Drummer Vlodi Tafel and violinist Satomi get a moment to shine on the beautiful ‘so well’ which sees a tribal drum beat and a haunting, folk orientated Violin part gradually joined by guitar and piano for a sweeping, epic track that is gloriously majestic. ‘Bored’ sees the band pursue a heavier past with the vicious, stabbing guitars returning and, although you wouldn’t describe the track as ‘heavy’ per se, the band employ the sort of bulky sound that you occasionally wished Pink Floyd would go for (as they did on the scything riff for ‘the trial’ on The Wall) with the guitars given more presence in the mix than the other instruments which, while still respectfully treated, do not dominate the mix. As a rough guide, imagine the beauty of Opeth’s Damnation album coupled with a more expansive musical template and you’re in the right ballpark. Complex and jagged, ‘Guru’ surfs in on a syncopated drum beat that is guaranteed to cause headaches, while a distorted, nervous vocal pulses beneath the beat and heavy guitars and violin augment the mood creating a claustrophobic, nerve-laden verse to which the band add a taut, memorable chorus that is simply irresistible. It’s an album highlight and the perfect track to check out if you are unsure of Believe’s considerable merits. Following such a tumultuous track is the acoustic strum of ‘new hands’ which echoes ‘world is round’ musically and which paves the way for lengthy album closer ‘poor king of sun/return’.
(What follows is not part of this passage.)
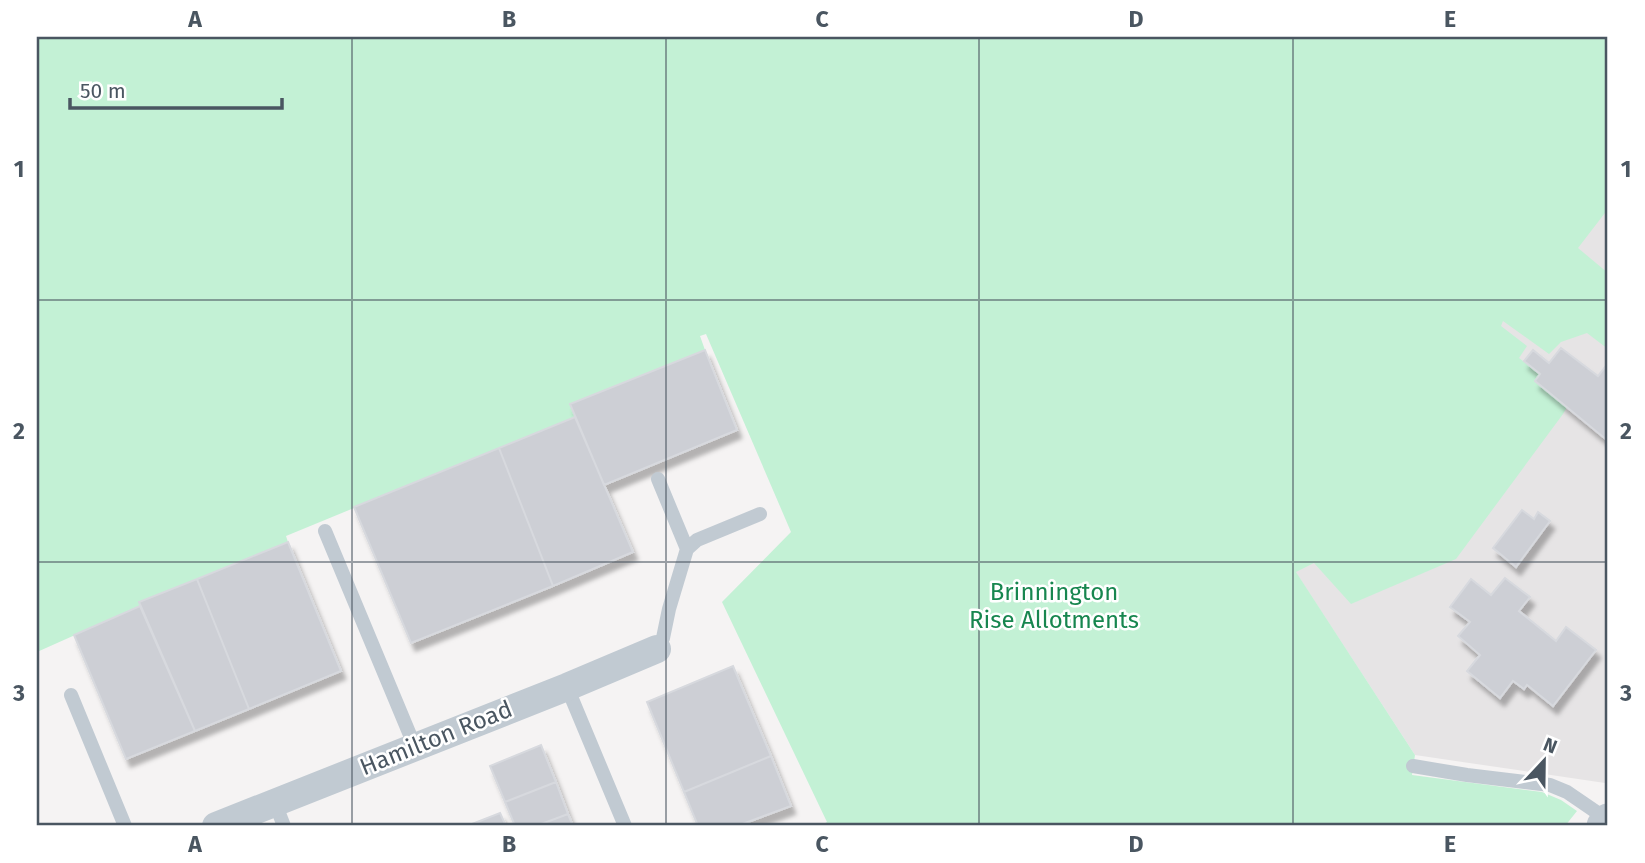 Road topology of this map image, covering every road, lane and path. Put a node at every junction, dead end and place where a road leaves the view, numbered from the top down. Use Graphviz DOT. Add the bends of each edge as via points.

With an eerie introduction which incorporates the Sitar (courtesy of Tomek Osiecki who also appears on ‘guru’) the final track is a complex, lengthy, beautiful masterpiece that closes the disc on a similar high to that with which it opened. Haunting, and utterly breathtaking it is the sort of track which defies easy description and demands the listeners attention, as indeed does the whole album, and as a reviewer I have to admit that to do this remarkable record proper justice would require far more space and time than I have available – as it is I can only recommend, in the strongest terms, that those with a taste for inventive progressive rock, metal with a heart and soul or classic rock hunt this remarkable release down immediately.

Poland has long had a fascination with progressive music. Anyone who has visited the country will know that it is a romantic, beautiful land filled with a people who are open, honest and often poetic. The country itself, with its wide open spaces and gorgeous scenery, bears the scars of centuries of toil, torment and strife and yet the land, like the people, inspires hope and art that is often without parallel in the Western parts of Europe. Music plays a huge part in the lives of the Polish, whether it be heavy metal, progressive rock, blues, classical or hip hop and the bands that have flourished there have, more often than not, done so under difficult conditions yet the bands that do succeed in Poland play and tour relentlessly honing their skills and developing their style to a fine point. As a result bands as varied as Hunter, Vader, Behemoth, SBB and Believe can be seen slowly spreading their influence beyond their home country and the successes that they gain are richly deserved. Here, Believe have crafted a modern progressive masterpiece that is exquisitely played and heart-rendingly beautiful. This is an astounding achievement and, if there is any justice at all, it will not only garner Believe the success that they so richly deserve, but it will also serve to highlight again the diverse and wonderful talents that exist in a country too often overlooked by music fans and critics alike. A flawless gem, Believe should be greatly proud of this stunning album.